BRT: Add gradient colors to interaction plots using gbm.perspec

I would like to add a gradient of colours following the fitted values (e.g. higher fitted values darker colours, lower fitted values lighter colours) in my three-dimensional dependence plots.

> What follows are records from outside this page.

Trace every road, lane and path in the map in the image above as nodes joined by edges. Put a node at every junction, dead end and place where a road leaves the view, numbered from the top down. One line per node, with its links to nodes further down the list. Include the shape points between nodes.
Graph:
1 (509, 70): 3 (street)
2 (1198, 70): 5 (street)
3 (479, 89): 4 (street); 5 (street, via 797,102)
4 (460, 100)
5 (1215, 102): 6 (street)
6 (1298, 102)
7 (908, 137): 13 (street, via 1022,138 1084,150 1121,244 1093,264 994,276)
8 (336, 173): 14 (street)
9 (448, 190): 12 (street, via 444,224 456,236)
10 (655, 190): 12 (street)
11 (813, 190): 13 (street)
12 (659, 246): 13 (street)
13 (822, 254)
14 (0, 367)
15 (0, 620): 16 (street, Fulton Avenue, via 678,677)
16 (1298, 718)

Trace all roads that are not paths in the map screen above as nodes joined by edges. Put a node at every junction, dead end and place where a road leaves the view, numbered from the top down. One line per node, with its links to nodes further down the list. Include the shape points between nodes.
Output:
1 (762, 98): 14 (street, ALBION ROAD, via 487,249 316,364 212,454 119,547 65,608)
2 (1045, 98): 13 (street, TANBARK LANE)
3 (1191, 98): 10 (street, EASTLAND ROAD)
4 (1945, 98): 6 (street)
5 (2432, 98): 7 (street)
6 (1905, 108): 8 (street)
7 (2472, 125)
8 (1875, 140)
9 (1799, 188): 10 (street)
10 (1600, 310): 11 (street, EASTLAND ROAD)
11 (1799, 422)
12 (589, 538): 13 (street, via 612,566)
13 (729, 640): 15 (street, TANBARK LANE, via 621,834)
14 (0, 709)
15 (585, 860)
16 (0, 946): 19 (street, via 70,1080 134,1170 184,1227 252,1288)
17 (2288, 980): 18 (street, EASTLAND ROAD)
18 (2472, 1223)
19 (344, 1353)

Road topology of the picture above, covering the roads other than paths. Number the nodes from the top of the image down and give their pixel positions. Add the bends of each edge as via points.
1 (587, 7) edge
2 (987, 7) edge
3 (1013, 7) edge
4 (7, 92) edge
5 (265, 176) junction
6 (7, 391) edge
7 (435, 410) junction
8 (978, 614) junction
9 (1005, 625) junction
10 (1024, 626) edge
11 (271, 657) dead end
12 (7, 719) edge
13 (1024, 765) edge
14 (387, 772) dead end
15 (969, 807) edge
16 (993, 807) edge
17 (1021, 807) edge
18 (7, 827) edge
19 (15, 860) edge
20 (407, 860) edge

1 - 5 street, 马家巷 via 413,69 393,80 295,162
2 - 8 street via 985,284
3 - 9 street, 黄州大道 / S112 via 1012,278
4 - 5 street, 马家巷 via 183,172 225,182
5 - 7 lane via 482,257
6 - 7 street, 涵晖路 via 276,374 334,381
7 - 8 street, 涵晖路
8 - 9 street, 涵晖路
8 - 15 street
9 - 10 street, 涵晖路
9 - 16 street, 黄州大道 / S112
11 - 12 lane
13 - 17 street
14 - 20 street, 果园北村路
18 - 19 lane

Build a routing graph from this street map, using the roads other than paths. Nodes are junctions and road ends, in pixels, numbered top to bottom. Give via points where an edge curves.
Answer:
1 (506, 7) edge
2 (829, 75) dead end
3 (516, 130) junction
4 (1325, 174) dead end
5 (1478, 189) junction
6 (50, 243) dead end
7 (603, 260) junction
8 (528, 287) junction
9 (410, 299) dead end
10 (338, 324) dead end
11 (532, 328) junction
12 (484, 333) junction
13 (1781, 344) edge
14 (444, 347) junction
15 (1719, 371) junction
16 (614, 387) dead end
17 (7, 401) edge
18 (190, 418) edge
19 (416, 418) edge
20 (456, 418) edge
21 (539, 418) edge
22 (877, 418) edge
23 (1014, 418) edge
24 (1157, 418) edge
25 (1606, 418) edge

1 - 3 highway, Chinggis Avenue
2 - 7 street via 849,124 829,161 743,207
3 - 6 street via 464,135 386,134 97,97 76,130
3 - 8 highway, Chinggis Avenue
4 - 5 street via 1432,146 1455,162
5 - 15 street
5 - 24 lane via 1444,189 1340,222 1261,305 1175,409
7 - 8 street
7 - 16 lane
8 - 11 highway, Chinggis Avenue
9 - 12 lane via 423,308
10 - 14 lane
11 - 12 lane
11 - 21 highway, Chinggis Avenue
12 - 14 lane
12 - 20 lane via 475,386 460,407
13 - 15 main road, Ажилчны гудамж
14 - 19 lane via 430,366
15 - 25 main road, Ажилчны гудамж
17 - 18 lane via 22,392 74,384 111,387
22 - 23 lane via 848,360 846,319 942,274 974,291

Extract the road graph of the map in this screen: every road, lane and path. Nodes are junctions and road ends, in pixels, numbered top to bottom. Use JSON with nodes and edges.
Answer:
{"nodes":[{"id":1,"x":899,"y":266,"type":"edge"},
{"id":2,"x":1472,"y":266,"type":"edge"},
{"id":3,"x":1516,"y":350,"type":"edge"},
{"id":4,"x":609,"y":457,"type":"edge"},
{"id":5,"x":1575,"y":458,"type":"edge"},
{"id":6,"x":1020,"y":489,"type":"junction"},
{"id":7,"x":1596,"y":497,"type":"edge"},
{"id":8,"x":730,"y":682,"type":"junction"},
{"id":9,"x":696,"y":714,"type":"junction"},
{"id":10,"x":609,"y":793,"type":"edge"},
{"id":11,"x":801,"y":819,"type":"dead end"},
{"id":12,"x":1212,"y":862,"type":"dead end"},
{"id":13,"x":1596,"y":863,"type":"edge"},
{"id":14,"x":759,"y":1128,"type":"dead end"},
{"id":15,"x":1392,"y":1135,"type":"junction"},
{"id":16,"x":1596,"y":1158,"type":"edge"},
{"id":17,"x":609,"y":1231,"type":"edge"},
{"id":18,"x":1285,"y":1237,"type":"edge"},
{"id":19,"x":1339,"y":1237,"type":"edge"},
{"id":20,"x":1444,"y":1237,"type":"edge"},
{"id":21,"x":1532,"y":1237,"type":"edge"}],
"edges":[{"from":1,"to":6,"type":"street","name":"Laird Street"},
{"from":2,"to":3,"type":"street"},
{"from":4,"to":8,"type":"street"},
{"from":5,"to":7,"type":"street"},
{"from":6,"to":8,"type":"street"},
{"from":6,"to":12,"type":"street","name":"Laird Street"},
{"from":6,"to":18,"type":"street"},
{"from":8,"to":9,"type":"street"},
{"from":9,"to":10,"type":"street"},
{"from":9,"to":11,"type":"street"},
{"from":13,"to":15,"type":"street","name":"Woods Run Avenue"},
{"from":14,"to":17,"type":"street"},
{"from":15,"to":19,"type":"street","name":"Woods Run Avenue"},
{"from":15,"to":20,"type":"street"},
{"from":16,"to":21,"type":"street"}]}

I have used the example presented in dismo package:
library(dismo)
data(Anguilla_train)
angaus.tc5.lr01 <- gbm.step(data=Anguilla_train, gbm.x = 3:13, gbm.y = 2,
family = "bernoulli", tree.complexity = 5, learning.rate = 0.01,
bag.fraction = 0.5)
# Find interactions in the gbm model:
find.int <- gbm.interactions( angaus.tc5.lr01)
find.int$interactions
find.int$rank.list
I have only managed to add the same colour to the whole plot:
gbm.perspec( angaus.tc5.lr01, 7, 1,
x.label = "USRainDays",
y.label = "SegSumT",
z.label = "Fitted values",
z.range=c(0,0.435),
col="blue")
Or to add a gradient colour but not following the fitted values:
gbm.perspec( angaus.tc5.lr01, 7, 1,
x.label = "USRainDays",
y.label = "SegSumT",
z.label = "Fitted values",
col=heat.colors(50),
z.range=c(0,0.435))
I also checked the code of function gbm.perspec, and If I understood correctly the fitted values are call inside the formula as "prediction", and later on are part of the "pred.matrix" that is passed to the final plotting: persp(x = x.var, y = y.var, z = pred.matrix...), but I have no managed to access them from the gbm.perspec formula. I tried to modified the gbm.perpec function by adding "col=heat.colors(100)[round(pred.matrix*100, 0)]" into the persp() inside the function, but it does not do what I am looking for:
persp(x = x.var, y = y.var, z = pred.matrix, zlim = z.range,
xlab = x.label, ylab = y.label, zlab = z.label,
theta = theta, phi = phi, r = sqrt(10), d = 3,
ticktype = ticktype,
col=heat.colors(100)[round(pred.matrix*100, 0)],
mgp = c(4, 1, 0), ...)
I believe the solution might come from modifying the gbm.perpec function, do you know how?
Thank you for your time!
Modifying the gbm.perspec function is certainly an option, although if you use the predicted values from the gbm model and plot them onto a 3D scatterplot from another package you should be able to achieve it as well.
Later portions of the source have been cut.